What is expected: Copy each line of the records below that has "Cedar" in it.

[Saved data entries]

....

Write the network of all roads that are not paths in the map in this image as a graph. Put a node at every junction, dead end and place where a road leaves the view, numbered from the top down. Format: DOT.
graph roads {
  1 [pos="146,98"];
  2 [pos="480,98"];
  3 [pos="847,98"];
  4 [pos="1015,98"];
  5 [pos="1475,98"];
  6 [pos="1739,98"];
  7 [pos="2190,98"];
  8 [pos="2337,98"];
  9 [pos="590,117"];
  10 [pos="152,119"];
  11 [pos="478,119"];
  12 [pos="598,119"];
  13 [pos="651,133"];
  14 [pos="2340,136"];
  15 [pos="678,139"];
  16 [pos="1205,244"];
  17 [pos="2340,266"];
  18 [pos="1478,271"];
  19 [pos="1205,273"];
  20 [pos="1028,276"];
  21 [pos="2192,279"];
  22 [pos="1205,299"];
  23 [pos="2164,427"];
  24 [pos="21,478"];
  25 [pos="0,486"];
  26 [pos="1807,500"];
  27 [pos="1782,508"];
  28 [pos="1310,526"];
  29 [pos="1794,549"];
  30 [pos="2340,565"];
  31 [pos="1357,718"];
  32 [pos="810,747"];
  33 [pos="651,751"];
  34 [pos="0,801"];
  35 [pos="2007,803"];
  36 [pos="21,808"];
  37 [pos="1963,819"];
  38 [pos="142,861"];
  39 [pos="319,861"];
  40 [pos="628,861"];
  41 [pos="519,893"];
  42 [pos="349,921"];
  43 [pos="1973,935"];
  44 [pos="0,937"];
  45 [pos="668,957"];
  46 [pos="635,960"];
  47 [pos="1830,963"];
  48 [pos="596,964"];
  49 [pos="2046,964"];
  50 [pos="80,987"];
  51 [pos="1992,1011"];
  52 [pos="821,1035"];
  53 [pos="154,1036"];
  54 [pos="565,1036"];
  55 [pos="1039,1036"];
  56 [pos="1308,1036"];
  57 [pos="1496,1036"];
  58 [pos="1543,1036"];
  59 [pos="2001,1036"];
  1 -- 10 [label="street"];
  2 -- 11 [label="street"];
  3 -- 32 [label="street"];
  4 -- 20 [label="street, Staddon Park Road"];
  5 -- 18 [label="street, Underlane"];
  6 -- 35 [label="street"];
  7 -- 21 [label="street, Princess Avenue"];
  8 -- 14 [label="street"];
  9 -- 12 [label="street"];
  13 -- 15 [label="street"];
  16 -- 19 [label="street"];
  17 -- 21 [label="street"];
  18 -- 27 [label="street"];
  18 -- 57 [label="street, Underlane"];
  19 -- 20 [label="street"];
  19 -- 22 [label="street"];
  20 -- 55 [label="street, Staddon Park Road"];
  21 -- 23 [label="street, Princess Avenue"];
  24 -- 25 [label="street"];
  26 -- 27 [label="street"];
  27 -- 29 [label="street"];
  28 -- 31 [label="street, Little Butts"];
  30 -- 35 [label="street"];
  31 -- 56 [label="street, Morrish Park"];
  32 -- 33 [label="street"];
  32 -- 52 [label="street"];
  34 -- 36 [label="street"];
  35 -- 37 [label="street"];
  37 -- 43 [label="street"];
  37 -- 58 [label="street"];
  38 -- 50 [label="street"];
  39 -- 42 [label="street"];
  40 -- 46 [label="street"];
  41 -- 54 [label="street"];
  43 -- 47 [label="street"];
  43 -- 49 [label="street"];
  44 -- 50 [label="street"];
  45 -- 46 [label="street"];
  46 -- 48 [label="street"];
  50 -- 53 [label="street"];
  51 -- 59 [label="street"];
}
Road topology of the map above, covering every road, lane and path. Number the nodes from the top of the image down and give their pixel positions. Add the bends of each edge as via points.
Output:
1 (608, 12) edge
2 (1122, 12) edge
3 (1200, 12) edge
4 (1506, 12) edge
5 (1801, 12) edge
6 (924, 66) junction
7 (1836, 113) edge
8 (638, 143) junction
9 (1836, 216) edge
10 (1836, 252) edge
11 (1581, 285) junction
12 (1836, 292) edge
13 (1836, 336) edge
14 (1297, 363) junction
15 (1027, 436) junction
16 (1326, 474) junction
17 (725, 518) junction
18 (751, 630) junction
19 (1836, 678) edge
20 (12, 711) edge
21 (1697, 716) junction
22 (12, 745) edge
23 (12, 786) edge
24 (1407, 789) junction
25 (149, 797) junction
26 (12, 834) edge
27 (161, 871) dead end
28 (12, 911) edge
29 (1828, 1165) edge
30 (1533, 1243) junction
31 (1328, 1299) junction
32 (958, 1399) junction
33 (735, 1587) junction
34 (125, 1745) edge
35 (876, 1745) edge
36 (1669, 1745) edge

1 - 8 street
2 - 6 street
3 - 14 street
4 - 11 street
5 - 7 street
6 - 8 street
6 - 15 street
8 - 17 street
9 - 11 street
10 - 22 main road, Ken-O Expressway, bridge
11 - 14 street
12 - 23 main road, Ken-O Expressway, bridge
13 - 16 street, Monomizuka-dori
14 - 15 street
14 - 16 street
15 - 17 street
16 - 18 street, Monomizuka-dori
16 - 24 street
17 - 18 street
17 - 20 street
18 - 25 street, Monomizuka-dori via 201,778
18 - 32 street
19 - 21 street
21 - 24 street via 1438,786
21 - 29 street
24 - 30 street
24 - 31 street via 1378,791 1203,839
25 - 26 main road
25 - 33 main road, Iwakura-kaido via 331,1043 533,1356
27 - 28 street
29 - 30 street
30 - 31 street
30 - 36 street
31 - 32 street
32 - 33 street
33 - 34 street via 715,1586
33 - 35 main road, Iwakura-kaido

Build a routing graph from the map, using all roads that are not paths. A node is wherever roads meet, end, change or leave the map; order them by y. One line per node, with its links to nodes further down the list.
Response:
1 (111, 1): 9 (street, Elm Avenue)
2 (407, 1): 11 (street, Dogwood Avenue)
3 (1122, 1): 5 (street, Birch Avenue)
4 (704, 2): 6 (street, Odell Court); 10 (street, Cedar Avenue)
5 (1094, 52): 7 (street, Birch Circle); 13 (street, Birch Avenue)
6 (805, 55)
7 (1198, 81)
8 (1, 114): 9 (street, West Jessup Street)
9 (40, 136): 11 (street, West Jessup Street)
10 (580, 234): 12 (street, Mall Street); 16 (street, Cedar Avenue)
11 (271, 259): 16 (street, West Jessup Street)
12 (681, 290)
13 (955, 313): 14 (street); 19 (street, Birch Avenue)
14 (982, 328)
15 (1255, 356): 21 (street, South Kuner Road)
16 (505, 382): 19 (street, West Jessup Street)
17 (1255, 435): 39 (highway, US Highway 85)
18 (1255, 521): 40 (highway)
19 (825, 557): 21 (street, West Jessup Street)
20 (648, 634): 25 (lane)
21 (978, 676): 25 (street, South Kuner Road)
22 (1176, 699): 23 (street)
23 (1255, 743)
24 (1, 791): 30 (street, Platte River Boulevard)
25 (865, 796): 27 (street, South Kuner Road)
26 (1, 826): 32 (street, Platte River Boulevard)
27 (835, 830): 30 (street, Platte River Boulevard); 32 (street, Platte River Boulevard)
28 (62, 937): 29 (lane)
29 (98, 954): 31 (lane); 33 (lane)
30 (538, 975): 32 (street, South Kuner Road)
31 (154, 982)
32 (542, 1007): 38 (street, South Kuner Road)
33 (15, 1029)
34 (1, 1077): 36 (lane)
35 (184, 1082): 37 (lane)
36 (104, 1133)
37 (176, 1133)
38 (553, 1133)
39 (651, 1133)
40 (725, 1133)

....

Exercise output:
4 (704, 2): 6 (street, Odell Court); 10 (street, Cedar Avenue)
10 (580, 234): 12 (street, Mall Street); 16 (street, Cedar Avenue)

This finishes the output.